Chancellor Jeremy Hunt has said that the UK is no longer going into recession and that inflation will fall faster although he also warned that “there is a long way to go” in Wednesday’s spring budget.
The budget centred around childcare and pensions with the Chancellor focusing on increasing the workforce and encouraging investment. The latter means good news in the main for the tech industry although critics suggest it may not go far enough.
The main rate of corporation tax, paid by businesses on taxable profits over £250,000 will increase from 19% to 25%, with companies that earn profits between £50,000 and £250,000 to pay between 19% and 25%. However, companies that invest in new machinery and technology will be able to lower their taxable profits, which could prompt a rise in sales across the board.
The big news for tech in the spring budget is the £900m injection for a new quantum computer facility. The government is keen to support the tech industry, and together with a £2.5 billion boost over the next ten years for research and innovation, this aims to ensure that the UK is not left behind in the global race to be at the forefront of technology development.

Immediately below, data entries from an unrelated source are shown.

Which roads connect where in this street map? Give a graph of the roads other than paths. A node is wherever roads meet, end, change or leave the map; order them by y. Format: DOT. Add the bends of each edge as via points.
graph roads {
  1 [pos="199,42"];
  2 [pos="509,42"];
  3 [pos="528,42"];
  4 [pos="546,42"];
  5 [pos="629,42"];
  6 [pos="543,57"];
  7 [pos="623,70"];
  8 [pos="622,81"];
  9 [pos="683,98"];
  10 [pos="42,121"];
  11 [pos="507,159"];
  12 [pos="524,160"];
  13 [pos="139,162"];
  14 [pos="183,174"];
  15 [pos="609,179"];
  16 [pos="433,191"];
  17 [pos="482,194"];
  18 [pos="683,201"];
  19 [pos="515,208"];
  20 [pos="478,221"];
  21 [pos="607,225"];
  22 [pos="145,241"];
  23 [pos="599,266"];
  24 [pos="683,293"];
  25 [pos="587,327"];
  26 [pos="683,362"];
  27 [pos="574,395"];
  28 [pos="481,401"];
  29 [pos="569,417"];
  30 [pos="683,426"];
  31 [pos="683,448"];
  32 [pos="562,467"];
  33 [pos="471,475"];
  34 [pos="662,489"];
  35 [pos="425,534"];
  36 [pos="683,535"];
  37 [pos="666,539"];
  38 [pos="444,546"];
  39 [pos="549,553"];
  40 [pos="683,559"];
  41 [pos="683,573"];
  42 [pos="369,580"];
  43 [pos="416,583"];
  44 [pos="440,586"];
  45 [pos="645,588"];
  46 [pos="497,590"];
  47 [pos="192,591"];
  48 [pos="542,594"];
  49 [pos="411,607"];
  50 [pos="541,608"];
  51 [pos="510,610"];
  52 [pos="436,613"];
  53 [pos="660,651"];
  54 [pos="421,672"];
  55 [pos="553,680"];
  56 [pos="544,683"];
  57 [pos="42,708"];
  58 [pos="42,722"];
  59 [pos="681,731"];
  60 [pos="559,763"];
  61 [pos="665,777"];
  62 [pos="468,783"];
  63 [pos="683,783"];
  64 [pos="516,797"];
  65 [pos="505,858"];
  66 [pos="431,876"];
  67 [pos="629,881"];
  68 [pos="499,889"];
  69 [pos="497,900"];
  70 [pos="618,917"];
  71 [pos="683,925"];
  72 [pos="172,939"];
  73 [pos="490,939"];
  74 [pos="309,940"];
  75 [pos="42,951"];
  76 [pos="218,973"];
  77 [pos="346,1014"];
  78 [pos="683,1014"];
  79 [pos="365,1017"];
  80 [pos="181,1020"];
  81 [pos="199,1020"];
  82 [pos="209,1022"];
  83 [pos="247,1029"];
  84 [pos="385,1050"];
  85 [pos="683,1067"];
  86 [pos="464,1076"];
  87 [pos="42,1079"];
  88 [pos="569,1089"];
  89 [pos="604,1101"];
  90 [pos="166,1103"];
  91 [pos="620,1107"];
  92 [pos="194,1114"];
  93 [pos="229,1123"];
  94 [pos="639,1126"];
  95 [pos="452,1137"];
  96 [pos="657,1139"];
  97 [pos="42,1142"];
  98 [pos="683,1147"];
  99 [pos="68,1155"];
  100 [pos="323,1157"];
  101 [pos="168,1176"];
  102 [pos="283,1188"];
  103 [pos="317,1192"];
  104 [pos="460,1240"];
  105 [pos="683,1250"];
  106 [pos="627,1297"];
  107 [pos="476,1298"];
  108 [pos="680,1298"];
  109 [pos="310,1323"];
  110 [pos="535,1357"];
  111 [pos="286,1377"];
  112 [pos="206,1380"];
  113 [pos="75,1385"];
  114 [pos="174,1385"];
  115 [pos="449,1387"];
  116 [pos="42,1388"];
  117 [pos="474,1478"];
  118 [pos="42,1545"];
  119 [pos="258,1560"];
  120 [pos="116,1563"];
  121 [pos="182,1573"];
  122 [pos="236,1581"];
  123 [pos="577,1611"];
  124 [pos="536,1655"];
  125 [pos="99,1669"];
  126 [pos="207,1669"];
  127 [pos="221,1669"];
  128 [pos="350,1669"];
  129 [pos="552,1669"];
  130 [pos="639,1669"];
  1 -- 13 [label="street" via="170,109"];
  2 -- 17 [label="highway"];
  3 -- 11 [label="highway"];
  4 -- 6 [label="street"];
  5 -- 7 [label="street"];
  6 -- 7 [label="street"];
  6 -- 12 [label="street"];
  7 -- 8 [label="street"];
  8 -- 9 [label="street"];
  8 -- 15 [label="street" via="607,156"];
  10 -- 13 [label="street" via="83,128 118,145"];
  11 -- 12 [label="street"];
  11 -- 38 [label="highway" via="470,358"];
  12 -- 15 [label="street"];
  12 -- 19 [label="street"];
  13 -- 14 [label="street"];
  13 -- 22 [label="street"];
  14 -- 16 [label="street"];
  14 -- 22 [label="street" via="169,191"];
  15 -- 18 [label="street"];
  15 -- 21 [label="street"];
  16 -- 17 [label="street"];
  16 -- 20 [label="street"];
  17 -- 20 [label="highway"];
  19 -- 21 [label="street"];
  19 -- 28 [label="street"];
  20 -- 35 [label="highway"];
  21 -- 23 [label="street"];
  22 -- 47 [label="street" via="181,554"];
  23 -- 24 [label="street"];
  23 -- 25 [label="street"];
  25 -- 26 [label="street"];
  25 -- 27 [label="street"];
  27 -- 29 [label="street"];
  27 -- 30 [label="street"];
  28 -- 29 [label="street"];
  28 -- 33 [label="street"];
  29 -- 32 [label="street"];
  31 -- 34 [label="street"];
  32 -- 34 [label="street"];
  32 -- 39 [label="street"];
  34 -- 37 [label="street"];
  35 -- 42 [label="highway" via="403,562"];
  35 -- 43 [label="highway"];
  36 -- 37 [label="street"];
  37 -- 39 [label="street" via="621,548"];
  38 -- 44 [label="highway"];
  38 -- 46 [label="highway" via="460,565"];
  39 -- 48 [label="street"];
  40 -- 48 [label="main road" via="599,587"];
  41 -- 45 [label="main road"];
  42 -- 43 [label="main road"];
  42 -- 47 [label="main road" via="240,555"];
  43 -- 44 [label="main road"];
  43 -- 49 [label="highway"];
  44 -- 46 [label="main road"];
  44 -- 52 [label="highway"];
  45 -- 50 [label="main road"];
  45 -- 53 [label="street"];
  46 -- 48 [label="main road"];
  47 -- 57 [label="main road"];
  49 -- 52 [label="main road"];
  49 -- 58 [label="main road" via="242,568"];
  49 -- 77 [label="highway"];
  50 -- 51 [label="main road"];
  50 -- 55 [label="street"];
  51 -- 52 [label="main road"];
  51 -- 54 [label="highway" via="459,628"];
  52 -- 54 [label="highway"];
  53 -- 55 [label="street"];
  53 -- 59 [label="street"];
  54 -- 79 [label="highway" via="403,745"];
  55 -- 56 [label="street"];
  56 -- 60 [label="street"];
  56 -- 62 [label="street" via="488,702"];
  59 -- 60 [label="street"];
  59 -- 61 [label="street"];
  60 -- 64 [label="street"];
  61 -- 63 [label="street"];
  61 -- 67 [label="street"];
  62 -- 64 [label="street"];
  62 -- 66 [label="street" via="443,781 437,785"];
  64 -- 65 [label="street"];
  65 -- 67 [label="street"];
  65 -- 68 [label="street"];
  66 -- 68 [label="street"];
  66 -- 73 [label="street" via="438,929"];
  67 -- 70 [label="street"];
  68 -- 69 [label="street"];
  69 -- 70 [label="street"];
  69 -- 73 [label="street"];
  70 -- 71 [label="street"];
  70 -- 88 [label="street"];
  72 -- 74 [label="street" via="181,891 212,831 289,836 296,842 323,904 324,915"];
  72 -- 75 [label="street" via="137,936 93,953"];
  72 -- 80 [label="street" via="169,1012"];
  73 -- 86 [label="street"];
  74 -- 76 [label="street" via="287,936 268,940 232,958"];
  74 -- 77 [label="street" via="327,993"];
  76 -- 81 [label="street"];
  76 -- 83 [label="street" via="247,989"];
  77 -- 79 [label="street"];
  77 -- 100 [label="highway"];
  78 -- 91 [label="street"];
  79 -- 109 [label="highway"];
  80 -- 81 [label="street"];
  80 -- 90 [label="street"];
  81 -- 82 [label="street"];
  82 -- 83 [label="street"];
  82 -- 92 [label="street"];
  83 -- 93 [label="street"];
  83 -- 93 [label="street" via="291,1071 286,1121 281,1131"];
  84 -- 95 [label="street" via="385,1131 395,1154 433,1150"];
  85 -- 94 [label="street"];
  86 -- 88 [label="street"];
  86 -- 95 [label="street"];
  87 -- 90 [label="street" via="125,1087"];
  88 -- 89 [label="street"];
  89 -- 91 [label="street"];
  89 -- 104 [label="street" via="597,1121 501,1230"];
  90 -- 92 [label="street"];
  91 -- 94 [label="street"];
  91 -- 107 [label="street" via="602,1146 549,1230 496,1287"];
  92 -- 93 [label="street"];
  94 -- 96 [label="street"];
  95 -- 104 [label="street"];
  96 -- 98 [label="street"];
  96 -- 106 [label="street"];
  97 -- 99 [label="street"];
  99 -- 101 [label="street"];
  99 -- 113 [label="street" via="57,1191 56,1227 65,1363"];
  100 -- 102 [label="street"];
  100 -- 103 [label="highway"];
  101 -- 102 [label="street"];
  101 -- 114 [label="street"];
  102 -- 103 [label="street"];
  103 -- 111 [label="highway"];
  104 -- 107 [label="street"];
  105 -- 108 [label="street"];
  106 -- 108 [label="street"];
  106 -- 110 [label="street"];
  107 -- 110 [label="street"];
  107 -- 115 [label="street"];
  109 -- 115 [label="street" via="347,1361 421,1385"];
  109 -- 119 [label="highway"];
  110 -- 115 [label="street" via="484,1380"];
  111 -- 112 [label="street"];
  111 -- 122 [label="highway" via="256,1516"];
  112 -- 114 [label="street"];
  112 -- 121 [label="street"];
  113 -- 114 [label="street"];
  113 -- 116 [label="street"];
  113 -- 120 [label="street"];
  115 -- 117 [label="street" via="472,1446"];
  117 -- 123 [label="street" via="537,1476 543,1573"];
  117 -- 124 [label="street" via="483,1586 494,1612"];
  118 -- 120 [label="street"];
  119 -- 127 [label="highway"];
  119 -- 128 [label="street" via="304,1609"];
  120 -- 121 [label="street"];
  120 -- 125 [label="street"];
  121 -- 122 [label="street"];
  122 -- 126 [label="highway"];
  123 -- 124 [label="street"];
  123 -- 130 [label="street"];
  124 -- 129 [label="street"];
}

Sue Daley, director of tech and innovation at techUK, said: “The commercialisation of quantum technologies will play a key role in the UK’s ambition to be a global science and technology superpower. That is why it’s encouraging to see the National Quantum Strategy incorporate recommendations from techUK’s Quantum Commercialisation report and allocate £2.5 billion in funding for crucial steps including skills, procurement, market development and responsible innovation.
“With the right collaboration industry and government can turn the UK’s current success in quantum research into a world-leading position in quantum commercialisation.”
In a bid to ‘level up’ areas of the country 12 low-tax ‘investment zones’ are being planned in a scaled back version of the policy announced by former prime minister Liz Truss last year. The zones will aim to create new business clusters, focused around universities and research institutions, and targeting specific sectors which include digital and tech. Each zone will receive £80 million of support from the government over five years, split between tax incentives and investment in areas such as skills and infrastructure. The zones selected are: West Midlands, Greater Manchester, the North-East, South Yorkshire, West Yorkshire, East Midlands, Teesside, and Liverpool as well as four more in Northern Ireland, Scotland and Wales.
Ritam Gandhi, founder and director of Studio Graphene, said: “The current axis we have in 10 and 11 Downing Street should give tech companies cause for optimism. But their rhetoric of wanting to make the UK a ‘tech superpower’ still requires more substance, and policies cannot be limited to isolated ‘zones’; they must be available to tech firms across the UK. Hopefully more will follow in the Autumn to build on some of the positive commitments outlined today.”
The supply chain is heavily reliant on logistics, and the associated costs, so businesses will be relieved to see remains unchanged and that the temporary 5p cut to fuel duty on petrol and diesel, due to end in April, has been kept for another year.
However, pump prices are still an issue and Paul Holland, managing director of UK Fleet, Allstar said: “The price at the pump still needs to come down. The price of a barrel of oil is roughly where it was last year, but retail margins are higher. The trajectory has to be downwards, and we can expect a drop of 10-15p in the near future, should oil prices remain at current levels. If and when this comes into play, it will be another benefit for fleets during the current tough economic conditions.”
Electric vehicles (EVs) are slowly becoming the norm, held back only by the lack of sufficient infrastructure. Mr Holland commented: “I feel there was a missed opportunity in the relative lack of mention in the budget on electric vehicles (EVs). EVs can cost significantly less to fuel than even the least expensive fossil fuel vehicle, so encouraging more fleets to adopt them would save businesses, as a whole, far more money.”
Child care subsidies enabling parents to go back to work, and incentives for older workers could increase the labour force.
Thirty hours of free childcare for working parents in England expanded to cover one and two-year-olds, although there is a delay due to insufficient child care facilities, which means that roll out in stages will start from April 2024.
Abolishing the cap on the amount workers can accumulate in pensions savings over their lifetime before having to pay extra tax, is aimed at encouraging older workers to remain in employment for longer and 63m has been put aside for programmes to encourage retirees over 50 back to work, ‘returnships’ and skills boot camps.